I love me some Michaela Coel. I’ve deliberately watched only the Black Mirror episodes that featured her. (In total, I’ve watched five episodes and think the show is overrated AF) While I believed that the third series of her hit show, Chewing Gum would be coming soon, she was actually working on a new series while holed up in a cabin in the woods. Shadow and Act reported that her next show, Jan 22nd would be about contemporary dating and sexual content set in London focused on the life of a character named Arabella. She will also be starring in Black Earth Rising, a BBCTwo series along with John Goodman about “a Rwandan genocide survivor who grows up in an adopted British home, becoming a prosecutor in international criminal law. It’s when she takes a case involving an African militia leader that old emotional wounds open up and her life changes forever.”

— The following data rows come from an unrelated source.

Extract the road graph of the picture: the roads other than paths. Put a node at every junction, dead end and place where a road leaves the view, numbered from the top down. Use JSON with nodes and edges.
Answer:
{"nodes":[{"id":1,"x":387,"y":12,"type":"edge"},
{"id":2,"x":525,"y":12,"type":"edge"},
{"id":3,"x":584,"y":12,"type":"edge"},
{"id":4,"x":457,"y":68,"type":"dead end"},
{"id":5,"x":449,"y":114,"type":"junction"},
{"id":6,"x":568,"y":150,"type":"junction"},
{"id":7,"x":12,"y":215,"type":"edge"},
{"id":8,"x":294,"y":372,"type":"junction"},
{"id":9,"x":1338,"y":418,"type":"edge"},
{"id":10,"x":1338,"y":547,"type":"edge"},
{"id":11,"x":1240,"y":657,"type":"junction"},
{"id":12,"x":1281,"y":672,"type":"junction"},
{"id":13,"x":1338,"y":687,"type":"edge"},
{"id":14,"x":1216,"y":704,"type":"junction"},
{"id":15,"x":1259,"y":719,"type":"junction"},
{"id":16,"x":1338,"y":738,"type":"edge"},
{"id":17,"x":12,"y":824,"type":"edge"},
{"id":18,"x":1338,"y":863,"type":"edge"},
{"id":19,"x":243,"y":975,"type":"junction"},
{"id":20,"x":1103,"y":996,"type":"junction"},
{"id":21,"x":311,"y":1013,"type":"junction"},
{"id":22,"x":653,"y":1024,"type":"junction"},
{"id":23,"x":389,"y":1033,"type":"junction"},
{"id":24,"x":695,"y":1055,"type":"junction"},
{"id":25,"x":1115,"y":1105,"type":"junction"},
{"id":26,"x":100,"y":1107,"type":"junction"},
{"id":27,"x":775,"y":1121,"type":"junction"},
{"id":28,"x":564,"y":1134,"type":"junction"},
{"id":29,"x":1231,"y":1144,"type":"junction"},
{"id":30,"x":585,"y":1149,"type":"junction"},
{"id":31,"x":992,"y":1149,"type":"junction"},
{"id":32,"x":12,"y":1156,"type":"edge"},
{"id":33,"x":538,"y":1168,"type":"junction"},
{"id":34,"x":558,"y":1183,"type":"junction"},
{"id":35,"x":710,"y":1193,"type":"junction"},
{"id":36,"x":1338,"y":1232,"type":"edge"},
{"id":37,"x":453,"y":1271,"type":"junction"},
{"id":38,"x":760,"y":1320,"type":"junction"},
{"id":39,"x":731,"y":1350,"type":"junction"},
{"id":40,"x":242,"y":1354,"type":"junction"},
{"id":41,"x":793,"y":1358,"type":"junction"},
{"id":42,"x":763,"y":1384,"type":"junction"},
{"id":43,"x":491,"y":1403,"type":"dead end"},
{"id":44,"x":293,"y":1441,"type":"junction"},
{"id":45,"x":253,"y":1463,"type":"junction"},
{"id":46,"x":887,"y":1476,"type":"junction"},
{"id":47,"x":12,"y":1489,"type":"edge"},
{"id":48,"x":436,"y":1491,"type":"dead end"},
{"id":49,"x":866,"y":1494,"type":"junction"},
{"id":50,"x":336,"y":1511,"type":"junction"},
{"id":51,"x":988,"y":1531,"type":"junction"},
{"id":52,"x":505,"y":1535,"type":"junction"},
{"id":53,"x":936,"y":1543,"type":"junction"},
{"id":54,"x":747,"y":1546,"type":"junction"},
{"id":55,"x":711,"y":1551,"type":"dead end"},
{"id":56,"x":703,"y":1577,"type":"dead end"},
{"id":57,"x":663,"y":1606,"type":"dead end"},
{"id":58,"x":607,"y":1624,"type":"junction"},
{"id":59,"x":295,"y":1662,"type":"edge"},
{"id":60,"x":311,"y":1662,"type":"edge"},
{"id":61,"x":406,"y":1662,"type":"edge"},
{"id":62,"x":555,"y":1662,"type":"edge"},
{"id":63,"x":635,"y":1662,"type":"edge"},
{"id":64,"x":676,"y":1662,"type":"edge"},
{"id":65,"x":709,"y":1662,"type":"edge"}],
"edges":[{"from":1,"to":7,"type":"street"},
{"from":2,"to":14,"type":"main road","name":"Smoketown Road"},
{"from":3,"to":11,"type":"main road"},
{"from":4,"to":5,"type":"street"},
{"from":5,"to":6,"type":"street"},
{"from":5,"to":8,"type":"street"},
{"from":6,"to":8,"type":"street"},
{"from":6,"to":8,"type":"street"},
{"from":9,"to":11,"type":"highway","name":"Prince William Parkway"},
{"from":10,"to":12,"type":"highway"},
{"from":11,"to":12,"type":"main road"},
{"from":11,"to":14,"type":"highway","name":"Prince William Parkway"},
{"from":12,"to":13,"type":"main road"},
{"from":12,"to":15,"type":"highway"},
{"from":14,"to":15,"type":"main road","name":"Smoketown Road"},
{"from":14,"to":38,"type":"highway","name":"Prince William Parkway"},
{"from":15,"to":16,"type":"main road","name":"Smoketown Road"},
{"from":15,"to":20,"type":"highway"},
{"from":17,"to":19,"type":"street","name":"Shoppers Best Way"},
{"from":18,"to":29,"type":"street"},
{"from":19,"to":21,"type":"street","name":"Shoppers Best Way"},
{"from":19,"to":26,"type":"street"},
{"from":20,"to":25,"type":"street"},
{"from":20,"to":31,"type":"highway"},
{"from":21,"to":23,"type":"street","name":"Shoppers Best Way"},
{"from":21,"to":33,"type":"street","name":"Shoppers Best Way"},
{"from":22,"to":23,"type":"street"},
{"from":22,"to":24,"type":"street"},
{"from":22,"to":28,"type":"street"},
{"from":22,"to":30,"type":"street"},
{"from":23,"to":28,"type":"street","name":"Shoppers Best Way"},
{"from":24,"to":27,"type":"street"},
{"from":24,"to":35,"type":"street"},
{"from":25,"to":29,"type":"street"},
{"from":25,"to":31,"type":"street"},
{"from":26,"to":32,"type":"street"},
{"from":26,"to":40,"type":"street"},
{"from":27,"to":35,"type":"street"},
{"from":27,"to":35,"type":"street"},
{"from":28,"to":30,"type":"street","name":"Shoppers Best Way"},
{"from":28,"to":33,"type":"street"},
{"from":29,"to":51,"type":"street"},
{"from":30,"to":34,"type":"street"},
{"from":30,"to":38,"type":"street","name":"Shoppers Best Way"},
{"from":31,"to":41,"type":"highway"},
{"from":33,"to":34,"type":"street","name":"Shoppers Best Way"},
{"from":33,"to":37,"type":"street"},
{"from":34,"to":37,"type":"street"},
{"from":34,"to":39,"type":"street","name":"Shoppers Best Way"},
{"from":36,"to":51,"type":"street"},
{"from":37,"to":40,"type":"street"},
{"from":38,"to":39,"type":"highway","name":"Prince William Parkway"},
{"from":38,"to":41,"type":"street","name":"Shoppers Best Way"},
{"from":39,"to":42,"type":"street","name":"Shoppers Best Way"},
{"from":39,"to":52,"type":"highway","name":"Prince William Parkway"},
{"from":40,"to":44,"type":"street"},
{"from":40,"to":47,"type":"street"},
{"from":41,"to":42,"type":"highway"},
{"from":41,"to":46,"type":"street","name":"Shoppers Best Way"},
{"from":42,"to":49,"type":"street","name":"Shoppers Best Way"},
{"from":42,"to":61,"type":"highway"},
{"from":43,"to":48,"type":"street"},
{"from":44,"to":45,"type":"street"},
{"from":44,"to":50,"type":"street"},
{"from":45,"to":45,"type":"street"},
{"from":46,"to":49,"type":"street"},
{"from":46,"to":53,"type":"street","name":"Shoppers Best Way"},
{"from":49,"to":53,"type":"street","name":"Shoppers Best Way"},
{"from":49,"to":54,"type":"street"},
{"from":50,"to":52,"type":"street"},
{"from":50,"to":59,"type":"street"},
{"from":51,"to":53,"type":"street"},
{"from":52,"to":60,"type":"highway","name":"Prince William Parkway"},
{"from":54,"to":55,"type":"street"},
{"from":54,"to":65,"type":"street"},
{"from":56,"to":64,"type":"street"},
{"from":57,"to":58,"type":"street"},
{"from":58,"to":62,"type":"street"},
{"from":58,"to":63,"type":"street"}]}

While I love Girl Tracey for her work, it would be an understatement if I didn’t mention how much I admire her outspokenness outside of production sets. The actress/writer/singer/songwriter/playwright/poet made a serious moment last week and I deeply apologize for not posting it. This year’s Edinburgh International Television Festival featured Coel giving the James MacTaggart Lecture. The Ghanian-Londoner shared her life story from being called a “N!##er” as a child by her playmate and as a young adult by her classmate at the Guildhall School of Drama and Music. She shares her experience of turning her play into her first series, her baby, and all of the notes given to her from outsiders on what to change and add to a story that carried several of her emotional investments. This speech included unwanted sexual advances throughout her career and the night she was raped. The MacTaggart Lecture is to be delivered by a figure in the industry about their experiences. This year, Ms Coel, the fifth woman to deliver the lecture in its 42-year existence focused on transparency.
“I’m becoming clearer on what my role is in this industry…” “I love telling stories, but I want this process of finding your role to be easier for other people. I really do, and that is really it for me.”